Fit a bascule object
fit.Rd
Fit a bascule object
Usage
fit(
counts,
k_list,
cluster = NULL,
reference_cat = list(SBS = COSMIC_filt, DBS = COSMIC_dbs),
keep_sigs = c("SBS1", "SBS5"),
hyperparameters = NULL,
lr = 0.005,
optim_gamma = 0.1,
n_steps = 3000,
py = NULL,
enumer = "parallel",
nonparametric = TRUE,
autoguide = FALSE,
filter_dn = FALSE,
min_exposure = 0.2,
CUDA = TRUE,
compile = FALSE,
store_parameters = FALSE,
store_fits = TRUE,
seed_list = c(10)
)
Arguments
- counts
List of mutation counts matrices from multiple variant types.
- k_list
List of number of denovo signatures to test.
- cluster
Maximum number of clusters.
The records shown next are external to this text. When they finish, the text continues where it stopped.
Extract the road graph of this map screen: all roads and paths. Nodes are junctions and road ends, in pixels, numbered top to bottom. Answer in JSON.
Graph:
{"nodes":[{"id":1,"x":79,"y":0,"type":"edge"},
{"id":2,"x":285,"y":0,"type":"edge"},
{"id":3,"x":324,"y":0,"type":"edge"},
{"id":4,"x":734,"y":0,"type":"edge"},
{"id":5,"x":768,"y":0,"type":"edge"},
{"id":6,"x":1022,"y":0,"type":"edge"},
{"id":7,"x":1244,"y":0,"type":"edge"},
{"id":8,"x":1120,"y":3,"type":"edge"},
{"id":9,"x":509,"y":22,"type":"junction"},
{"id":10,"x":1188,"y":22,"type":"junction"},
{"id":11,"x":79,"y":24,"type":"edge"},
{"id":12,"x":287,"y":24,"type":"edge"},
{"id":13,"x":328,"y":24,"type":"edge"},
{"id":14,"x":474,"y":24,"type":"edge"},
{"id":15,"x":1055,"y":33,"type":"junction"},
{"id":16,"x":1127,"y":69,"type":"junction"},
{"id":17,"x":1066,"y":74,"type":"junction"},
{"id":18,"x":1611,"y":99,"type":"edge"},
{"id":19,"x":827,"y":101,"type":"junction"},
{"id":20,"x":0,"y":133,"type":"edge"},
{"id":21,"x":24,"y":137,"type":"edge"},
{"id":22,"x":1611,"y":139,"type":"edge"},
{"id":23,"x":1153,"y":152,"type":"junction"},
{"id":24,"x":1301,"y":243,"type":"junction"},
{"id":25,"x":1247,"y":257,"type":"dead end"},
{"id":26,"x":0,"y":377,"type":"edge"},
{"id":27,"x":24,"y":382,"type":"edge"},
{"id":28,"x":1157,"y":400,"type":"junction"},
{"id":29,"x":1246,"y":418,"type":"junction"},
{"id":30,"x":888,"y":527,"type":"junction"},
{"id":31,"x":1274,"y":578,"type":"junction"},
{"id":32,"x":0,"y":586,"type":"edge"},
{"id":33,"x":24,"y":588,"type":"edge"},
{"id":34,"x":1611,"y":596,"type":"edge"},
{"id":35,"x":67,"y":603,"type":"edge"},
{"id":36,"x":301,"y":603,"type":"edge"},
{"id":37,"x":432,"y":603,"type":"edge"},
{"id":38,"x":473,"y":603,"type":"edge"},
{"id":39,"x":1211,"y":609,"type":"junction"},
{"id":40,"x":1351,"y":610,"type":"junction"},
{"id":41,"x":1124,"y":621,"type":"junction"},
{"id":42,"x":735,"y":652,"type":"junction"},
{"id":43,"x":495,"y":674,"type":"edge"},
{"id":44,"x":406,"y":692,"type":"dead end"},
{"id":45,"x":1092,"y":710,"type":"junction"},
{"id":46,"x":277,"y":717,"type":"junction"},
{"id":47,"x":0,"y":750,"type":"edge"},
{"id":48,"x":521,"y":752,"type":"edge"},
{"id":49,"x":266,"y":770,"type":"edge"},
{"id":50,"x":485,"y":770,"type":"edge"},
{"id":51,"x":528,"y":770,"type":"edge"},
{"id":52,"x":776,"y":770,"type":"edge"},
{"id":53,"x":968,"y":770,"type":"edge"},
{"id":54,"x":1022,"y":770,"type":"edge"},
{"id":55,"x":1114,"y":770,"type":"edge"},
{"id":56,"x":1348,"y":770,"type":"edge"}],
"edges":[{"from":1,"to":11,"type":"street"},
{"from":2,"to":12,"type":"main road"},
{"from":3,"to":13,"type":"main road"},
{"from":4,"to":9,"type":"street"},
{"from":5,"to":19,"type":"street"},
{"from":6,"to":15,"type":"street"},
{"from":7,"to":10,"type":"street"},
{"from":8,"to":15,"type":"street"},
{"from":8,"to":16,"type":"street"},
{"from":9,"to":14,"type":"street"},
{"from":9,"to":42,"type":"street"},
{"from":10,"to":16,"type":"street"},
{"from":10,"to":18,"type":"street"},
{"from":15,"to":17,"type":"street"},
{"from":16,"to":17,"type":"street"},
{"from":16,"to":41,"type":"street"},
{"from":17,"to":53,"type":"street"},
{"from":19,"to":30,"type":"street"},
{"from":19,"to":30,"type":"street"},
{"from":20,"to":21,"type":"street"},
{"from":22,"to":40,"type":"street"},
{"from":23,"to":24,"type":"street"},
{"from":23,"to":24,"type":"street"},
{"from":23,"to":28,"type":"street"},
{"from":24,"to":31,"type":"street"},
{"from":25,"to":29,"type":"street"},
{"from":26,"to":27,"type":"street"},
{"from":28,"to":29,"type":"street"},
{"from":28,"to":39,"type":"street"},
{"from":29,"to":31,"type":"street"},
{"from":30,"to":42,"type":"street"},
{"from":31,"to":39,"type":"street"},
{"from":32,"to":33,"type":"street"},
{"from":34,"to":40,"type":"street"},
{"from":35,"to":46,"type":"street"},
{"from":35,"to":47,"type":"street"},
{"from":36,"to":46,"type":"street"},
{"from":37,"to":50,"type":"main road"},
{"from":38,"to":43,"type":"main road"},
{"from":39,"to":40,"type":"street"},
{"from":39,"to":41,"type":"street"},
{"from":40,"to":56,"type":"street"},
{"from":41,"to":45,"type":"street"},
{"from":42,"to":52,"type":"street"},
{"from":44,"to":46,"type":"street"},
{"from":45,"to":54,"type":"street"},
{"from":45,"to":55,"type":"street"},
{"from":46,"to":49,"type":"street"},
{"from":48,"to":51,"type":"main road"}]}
If `NULL`, no clustering will be performed.
- reference_cat
List of reference catalogues to use for NMF. Names must be the same as input counts.
- keep_sigs
List of reference signatures to keep even if found with low exposures.
- hyperparameters
List of hyperparameters passed to the NMF and clustering models.
- lr
Learning rate used for SVI.
- optim_gamma
Deprecated
- n_steps
Number of iterations for inference.
- py
User-installed version of
pybascule
package- enumer
Enumeration used for clustering (either `parallel` or `sequential`).
- nonparametric
Deprecated. The model only works in nonparametric way.
- autoguide
Logical. If `TRUE`, the clustering model will use the Pyro autoguide.
- filter_dn
Logical. If `TRUE`, all contexts below 0.01 in denovo signatures will be set to 0, provided the filtered signatures remain consistent with the inferred ones.
- min_exposure
Reference signatures with an exposures lower than `min_exposure` will be dropped.
- CUDA
Logical. If `TRUE` and a GPU is available, the models will run on GPU.
- compile
Deprecated.
- store_parameters
Logical. If `TRUE`, parameters at every step of inference will be stored in the object.
- store_fits
Logical. If `TRUE`, all tested fits, i.e., for every value of `K`, will be stored in the object.
- seed_list
List of seeds used for every input configuration.